Below are a few methods and possible approaches that Citizens UK alliances are using to build partnerships for power, drawn from ‘Organising for Power and Empowerment, 2nd Edition’ by Mondros and Mineiri:
- Alliances – more formal, strategic partnerships that are comprised of a variety of organisations that seek long term power. The strength of these partnerships is that they enable collective action and deep relationships on a variety of issues over a long period of time, including holding decision makers to account. But the weakness is that they can be slow into action and only work with members. Like Citizens UK.
- Coalitions – these are organisations of organisations that ultimately vote to support positions and actions that the coalition will take around specific demands in a particular campaign. The Renters Reform Coalition (RRC) is a good example. Citizens UK, because we had a history of working to encourage councils to implement selective landlord licensing schemes, worked with the RRC to remove the obstacles to councils implementing licensing schemes across their boroughs in 2024.
- Networks – these are looser formations generally built on a vague statement of purpose that allow organisations to sign on but do not require a high level of participation. Sometimes these partnerships exist for knowledge sharing and relationship building, but don’t necessarily take action together.
- Co-ordinated campaigns – where organisations have similar goals but pursue them separately. Organisations may share intelligence and different strategies and reflect on how they can be complementary, but do not design them together. After a listening campaign in which members shared their anger at being charged higher water bills while huge amounts of sewerage is pumped into the river Thames, Westminster Citizens built a co-ordinated campaign with River Action, Surfers Against Sewerage, Compass and 38 Degrees, to call on the government to put Thames Water into the Special Administration Regime while it is reconstructed to work for its 12 million customers, not its shareholders. See here for more.

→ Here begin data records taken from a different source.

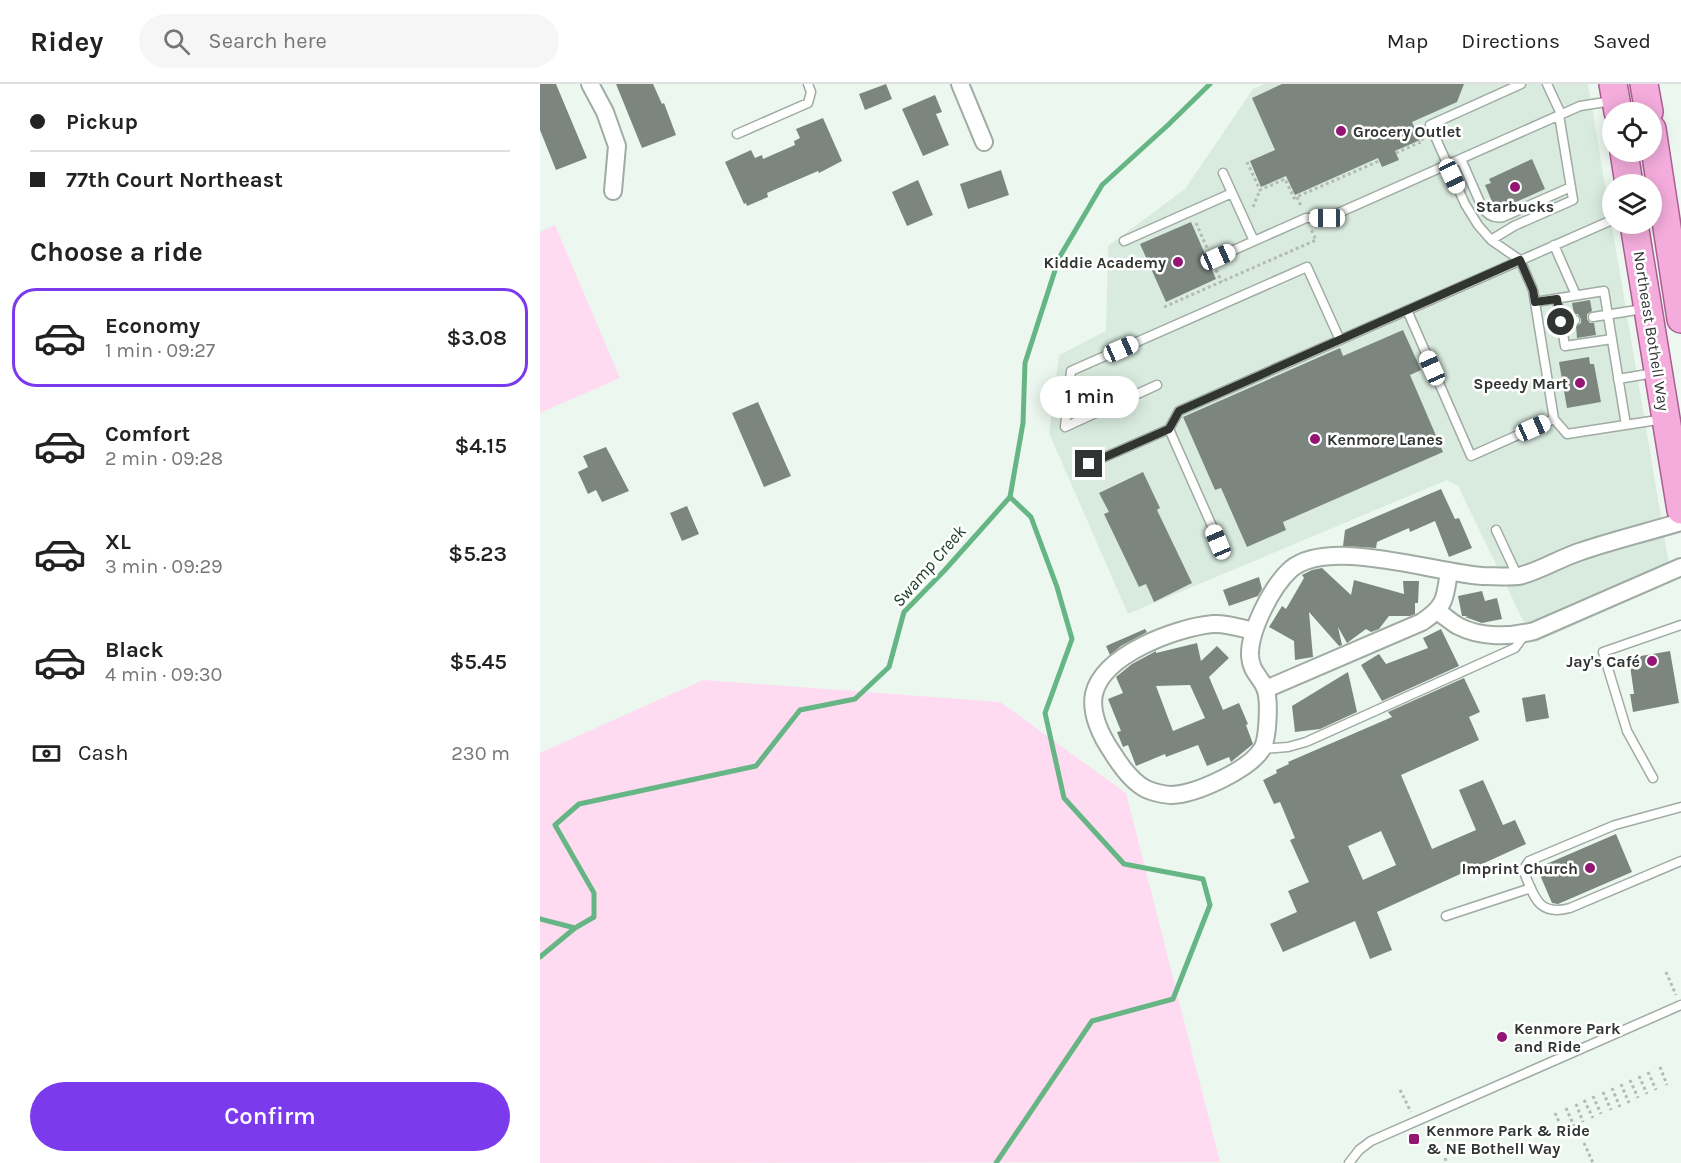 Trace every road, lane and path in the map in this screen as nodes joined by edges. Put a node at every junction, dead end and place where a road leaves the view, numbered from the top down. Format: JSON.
{"nodes":[{"id":1,"x":590,"y":84,"type":"edge"},
{"id":2,"x":808,"y":84,"type":"edge"},
{"id":3,"x":960,"y":84,"type":"edge"},
{"id":4,"x":1521,"y":84,"type":"edge"},
{"id":5,"x":1548,"y":84,"type":"edge"},
{"id":6,"x":1644,"y":84,"type":"edge"},
{"id":7,"x":1508,"y":86,"type":"edge"},
{"id":8,"x":1615,"y":99,"type":"edge"},
{"id":9,"x":1647,"y":102,"type":"edge"},
{"id":10,"x":1560,"y":115,"type":"junction"},
{"id":11,"x":1419,"y":131,"type":"dead end"},
{"id":12,"x":737,"y":134,"type":"dead end"},
{"id":13,"x":984,"y":142,"type":"dead end"},
{"id":14,"x":1396,"y":153,"type":"dead end"},
{"id":15,"x":1461,"y":159,"type":"junction"},
{"id":16,"x":1379,"y":160,"type":"dead end"},
{"id":17,"x":1247,"y":162,"type":"dead end"},
{"id":18,"x":1447,"y":165,"type":"junction"},
{"id":19,"x":1223,"y":172,"type":"dead end"},
{"id":20,"x":1571,"y":187,"type":"junction"},
{"id":21,"x":613,"y":191,"type":"dead end"},
{"id":22,"x":1232,"y":193,"type":"junction"},
{"id":23,"x":1297,"y":197,"type":"junction"},
{"id":24,"x":1191,"y":212,"type":"junction"},
{"id":25,"x":1306,"y":218,"type":"junction"},
{"id":26,"x":1602,"y":224,"type":"edge"},
{"id":27,"x":1651,"y":234,"type":"edge"},
{"id":28,"x":1657,"y":234,"type":"edge"},
{"id":29,"x":1491,"y":240,"type":"junction"},
{"id":30,"x":1124,"y":241,"type":"dead end"},
{"id":31,"x":1254,"y":241,"type":"junction"},
{"id":32,"x":1554,"y":245,"type":"junction"},
{"id":33,"x":1208,"y":251,"type":"dead end"},
{"id":34,"x":1215,"y":259,"type":"joint"},
{"id":35,"x":1520,"y":260,"type":"junction"},
{"id":36,"x":1222,"y":282,"type":"junction"},
{"id":37,"x":1576,"y":295,"type":"junction"},
{"id":38,"x":1557,"y":299,"type":"junction"},
{"id":39,"x":1535,"y":302,"type":"junction"},
{"id":40,"x":1164,"y":307,"type":"dead end"},
{"id":41,"x":1648,"y":308,"type":"junction"},
{"id":42,"x":1407,"y":310,"type":"junction"},
{"id":43,"x":1608,"y":315,"type":"junction"},
{"id":44,"x":1593,"y":317,"type":"dead end"},
{"id":45,"x":1681,"y":319,"type":"edge"},
{"id":46,"x":1575,"y":320,"type":"dead end"},
{"id":47,"x":1561,"y":322,"type":"junction"},
{"id":48,"x":1612,"y":339,"type":"junction"},
{"id":49,"x":1340,"y":340,"type":"junction"},
{"id":50,"x":1658,"y":372,"type":"junction"},
{"id":51,"x":1618,"y":379,"type":"junction"},
{"id":52,"x":1157,"y":385,"type":"dead end"},
{"id":53,"x":1666,"y":418,"type":"junction"},
{"id":54,"x":1554,"y":419,"type":"junction"},
{"id":55,"x":1626,"y":425,"type":"junction"},
{"id":56,"x":1169,"y":429,"type":"junction"},
{"id":57,"x":1089,"y":464,"type":"dead end"},
{"id":58,"x":1681,"y":510,"type":"edge"},
{"id":59,"x":1681,"y":522,"type":"edge"},
{"id":60,"x":1496,"y":530,"type":"dead end"},
{"id":61,"x":1222,"y":551,"type":"dead end"},
{"id":62,"x":1681,"y":567,"type":"edge"},
{"id":63,"x":1449,"y":571,"type":"junction"},
{"id":64,"x":1517,"y":575,"type":"junction"},
{"id":65,"x":1438,"y":612,"type":"junction"},
{"id":66,"x":1681,"y":625,"type":"edge"},
{"id":67,"x":1254,"y":631,"type":"junction"},
{"id":68,"x":1526,"y":633,"type":"junction"},
{"id":69,"x":1266,"y":689,"type":"junction"},
{"id":70,"x":1262,"y":748,"type":"junction"},
{"id":71,"x":1653,"y":778,"type":"dead end"},
{"id":72,"x":1681,"y":807,"type":"edge"},
{"id":73,"x":1681,"y":861,"type":"edge"},
{"id":74,"x":1531,"y":888,"type":"junction"},
{"id":75,"x":1446,"y":916,"type":"dead end"},
{"id":76,"x":1666,"y":972,"type":"dead end"},
{"id":77,"x":1679,"y":1000,"type":"edge"},
{"id":78,"x":1660,"y":1067,"type":"dead end"},
{"id":79,"x":1648,"y":1072,"type":"dead end"},
{"id":80,"x":1639,"y":1076,"type":"dead end"},
{"id":81,"x":1630,"y":1080,"type":"dead end"},
{"id":82,"x":1621,"y":1084,"type":"dead end"},
{"id":83,"x":1668,"y":1085,"type":"dead end"},
{"id":84,"x":1612,"y":1088,"type":"dead end"},
{"id":85,"x":1400,"y":1090,"type":"dead end"},
{"id":86,"x":1656,"y":1090,"type":"dead end"},
{"id":87,"x":1603,"y":1092,"type":"dead end"},
{"id":88,"x":1647,"y":1094,"type":"dead end"},
{"id":89,"x":1593,"y":1096,"type":"dead end"},
{"id":90,"x":1638,"y":1098,"type":"dead end"},
{"id":91,"x":1584,"y":1100,"type":"dead end"},
{"id":92,"x":1629,"y":1103,"type":"dead end"},
{"id":93,"x":1575,"y":1104,"type":"dead end"},
{"id":94,"x":1620,"y":1107,"type":"dead end"},
{"id":95,"x":1566,"y":1108,"type":"dead end"},
{"id":96,"x":1611,"y":1110,"type":"dead end"},
{"id":97,"x":1555,"y":1113,"type":"dead end"},
{"id":98,"x":1412,"y":1114,"type":"dead end"},
{"id":99,"x":1602,"y":1114,"type":"dead end"},
{"id":100,"x":1593,"y":1118,"type":"dead end"},
{"id":101,"x":1584,"y":1122,"type":"dead end"},
{"id":102,"x":1574,"y":1126,"type":"dead end"},
{"id":103,"x":1563,"y":1131,"type":"dead end"},
{"id":104,"x":1584,"y":1143,"type":"dead end"},
{"id":105,"x":1445,"y":1158,"type":"dead end"},
{"id":106,"x":1349,"y":1163,"type":"edge"},
{"id":107,"x":1447,"y":1163,"type":"edge"},
{"id":108,"x":1593,"y":1163,"type":"edge"}],
"edges":[{"from":1,"to":21,"type":"street"},
{"from":2,"to":12,"type":"lane"},
{"from":3,"to":13,"type":"street"},
{"from":4,"to":7,"type":"lane"},
{"from":5,"to":10,"type":"lane"},
{"from":6,"to":9,"type":"main road"},
{"from":7,"to":18,"type":"lane"},
{"from":8,"to":10,"type":"lane"},
{"from":10,"to":15,"type":"lane"},
{"from":10,"to":20,"type":"lane"},
{"from":11,"to":14,"type":"path"},
{"from":15,"to":18,"type":"lane"},
{"from":15,"to":20,"type":"lane"},
{"from":16,"to":23,"type":"path"},
{"from":17,"to":23,"type":"path"},
{"from":18,"to":25,"type":"lane"},
{"from":18,"to":29,"type":"lane"},
{"from":19,"to":22,"type":"lane"},
{"from":20,"to":29,"type":"lane"},
{"from":22,"to":24,"type":"lane"},
{"from":22,"to":31,"type":"lane"},
{"from":23,"to":25,"type":"path"},
{"from":24,"to":30,"type":"lane"},
{"from":24,"to":33,"type":"path"},
{"from":25,"to":31,"type":"lane"},
{"from":25,"to":36,"type":"path"},
{"from":26,"to":32,"type":"lane"},
{"from":27,"to":41,"type":"main road","name":"Northeast Bothell Way"},
{"from":28,"to":45,"type":"main road","name":"Northeast Bothell Way"},
{"from":29,"to":35,"type":"lane"},
{"from":31,"to":34,"type":"lane"},
{"from":32,"to":35,"type":"lane"},
{"from":32,"to":37,"type":"lane"},
{"from":34,"to":36,"type":"path"},
{"from":35,"to":39,"type":"lane"},
{"from":35,"to":42,"type":"lane"},
{"from":36,"to":40,"type":"path"},
{"from":37,"to":38,"type":"lane"},
{"from":37,"to":43,"type":"lane"},
{"from":38,"to":39,"type":"lane"},
{"from":38,"to":47,"type":"lane"},
{"from":39,"to":54,"type":"lane"},
{"from":41,"to":43,"type":"lane"},
{"from":41,"to":50,"type":"main road","name":"Northeast Bothell Way"},
{"from":42,"to":49,"type":"lane"},
{"from":42,"to":54,"type":"lane"},
{"from":43,"to":44,"type":"lane"},
{"from":43,"to":48,"type":"lane"},
{"from":46,"to":47,"type":"lane"},
{"from":47,"to":48,"type":"lane"},
{"from":48,"to":51,"type":"lane"},
{"from":49,"to":52,"type":"lane"},
{"from":49,"to":56,"type":"lane"},
{"from":50,"to":51,"type":"lane"},
{"from":50,"to":53,"type":"main road","name":"Northeast Bothell Way"},
{"from":51,"to":55,"type":"lane"},
{"from":53,"to":55,"type":"lane"},
{"from":53,"to":58,"type":"main road","name":"Northeast Bothell Way"},
{"from":54,"to":55,"type":"lane"},
{"from":56,"to":57,"type":"lane"},
{"from":56,"to":61,"type":"lane"},
{"from":59,"to":64,"type":"street"},
{"from":60,"to":64,"type":"lane"},
{"from":62,"to":68,"type":"street"},
{"from":63,"to":64,"type":"street"},
{"from":63,"to":65,"type":"street"},
{"from":63,"to":67,"type":"street"},
{"from":65,"to":68,"type":"street"},
{"from":65,"to":69,"type":"street"},
{"from":66,"to":71,"type":"lane"},
{"from":67,"to":69,"type":"street"},
{"from":67,"to":70,"type":"street"},
{"from":68,"to":70,"type":"lane"},
{"from":69,"to":70,"type":"street"},
{"from":72,"to":74,"type":"lane"},
{"from":73,"to":74,"type":"lane"},
{"from":74,"to":75,"type":"lane"},
{"from":76,"to":77,"type":"path"},
{"from":77,"to":106,"type":"lane"},
{"from":78,"to":83,"type":"path"},
{"from":79,"to":86,"type":"path"},
{"from":80,"to":88,"type":"path"},
{"from":81,"to":90,"type":"path"},
{"from":82,"to":92,"type":"path"},
{"from":84,"to":94,"type":"path"},
{"from":85,"to":98,"type":"path"},
{"from":87,"to":96,"type":"path"},
{"from":89,"to":99,"type":"path"},
{"from":91,"to":100,"type":"path"},
{"from":93,"to":101,"type":"path"},
{"from":95,"to":102,"type":"path"},
{"from":97,"to":103,"type":"path"},
{"from":104,"to":108,"type":"path"},
{"from":105,"to":107,"type":"path"}]}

- Sign-on campaigns – this is where one organisation takes the lead and other organisations support by signing statements or writing letters. This enables the organisation driving the campaign to have a wider set of organisations backing their campaign, but the relationships can be thin and it may lack a long term commitment to public action by those who sign on. A current example of this is the campaign by Cambridge and Peterborough Citizens (CPC) calling on the Mayor of the Combined Authority to extend a £1 bus fare for young people under 25 across the region to enable them to access education and work opportunities. CPC members are leading the charge and encouraging a range of other organisations to sign on.
Who to partner with?
Coordination emerges when clear strategies intersect.

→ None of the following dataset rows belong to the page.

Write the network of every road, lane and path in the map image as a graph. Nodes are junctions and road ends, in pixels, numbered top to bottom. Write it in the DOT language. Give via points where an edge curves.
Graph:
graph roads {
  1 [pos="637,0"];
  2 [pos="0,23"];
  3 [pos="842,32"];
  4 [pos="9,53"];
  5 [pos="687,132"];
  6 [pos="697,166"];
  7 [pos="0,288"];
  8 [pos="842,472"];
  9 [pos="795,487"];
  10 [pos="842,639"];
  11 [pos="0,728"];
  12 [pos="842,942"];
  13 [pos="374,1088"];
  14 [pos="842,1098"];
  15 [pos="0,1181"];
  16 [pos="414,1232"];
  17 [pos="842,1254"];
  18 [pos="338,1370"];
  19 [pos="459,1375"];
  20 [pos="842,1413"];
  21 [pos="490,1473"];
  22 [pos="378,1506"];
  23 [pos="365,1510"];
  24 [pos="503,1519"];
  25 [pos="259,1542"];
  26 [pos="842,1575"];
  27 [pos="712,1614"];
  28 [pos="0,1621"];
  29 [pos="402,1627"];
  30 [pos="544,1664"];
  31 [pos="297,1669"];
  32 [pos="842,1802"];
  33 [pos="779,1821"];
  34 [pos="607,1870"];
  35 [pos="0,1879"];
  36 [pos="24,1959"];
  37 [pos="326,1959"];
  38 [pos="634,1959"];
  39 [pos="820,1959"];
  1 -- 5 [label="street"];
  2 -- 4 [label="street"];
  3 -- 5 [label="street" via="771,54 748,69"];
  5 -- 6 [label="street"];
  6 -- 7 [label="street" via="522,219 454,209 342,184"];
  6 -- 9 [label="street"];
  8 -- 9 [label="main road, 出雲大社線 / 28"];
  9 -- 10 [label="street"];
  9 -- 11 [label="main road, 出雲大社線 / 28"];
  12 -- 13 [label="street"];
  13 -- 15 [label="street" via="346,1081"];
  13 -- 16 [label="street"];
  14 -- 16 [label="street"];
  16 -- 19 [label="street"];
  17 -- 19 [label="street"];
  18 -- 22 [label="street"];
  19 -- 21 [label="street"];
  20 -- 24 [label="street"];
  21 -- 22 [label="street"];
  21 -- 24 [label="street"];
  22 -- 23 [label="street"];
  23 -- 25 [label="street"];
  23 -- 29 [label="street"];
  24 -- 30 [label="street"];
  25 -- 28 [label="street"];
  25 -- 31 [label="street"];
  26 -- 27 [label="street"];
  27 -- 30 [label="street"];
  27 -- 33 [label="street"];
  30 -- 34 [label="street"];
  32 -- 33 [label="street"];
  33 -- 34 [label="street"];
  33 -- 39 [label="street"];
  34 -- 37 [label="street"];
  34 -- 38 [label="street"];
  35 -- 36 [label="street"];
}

The key is explore this relationally so that interests can be shared and reflected on. Leaders can first do an overall power analysis of those working in a particular area that might be partners, and then go about meeting them, having frank conversations about the goals of the campaigns and how they could work together. Sometimes, an organisation that looks good on paper is filled with people who don’t want to work with or feel threatened by others. Exploring interests in 1on1s could enable us to build longer term, reciprocal partnerships, rather than short term transactional ones. Leaders seeking partners may reflect on some of the wisdom of Rodrigo Nunes., He suggests that coalitions do not need to have a unified structure, but what matters is that each participating organisation has a coherent strategy and plan of action. WHen each organisation knows what they are doing and why, it becomes easier to identify when: strategic goals align with others; whether to co-ordinate temporarily or partially and/or whether to join larger organising efforts that do not sacrifice their autonomy.
But, not every possibility of partnership should be taken. There is the danger of ‘death by coalition’ where organisations commit to participating in a coalition that they don’t have the capacity to do. That simply wastes resources and generates frustration.
That is why it is important that organisers and key leaders take the time to reflect – what is the strategy – that particular combination of the issues, the power analysis, the members and the possible moments for action. And then, given this strategy, what is a good ‘partnership for power’, and with whom should it be pursued?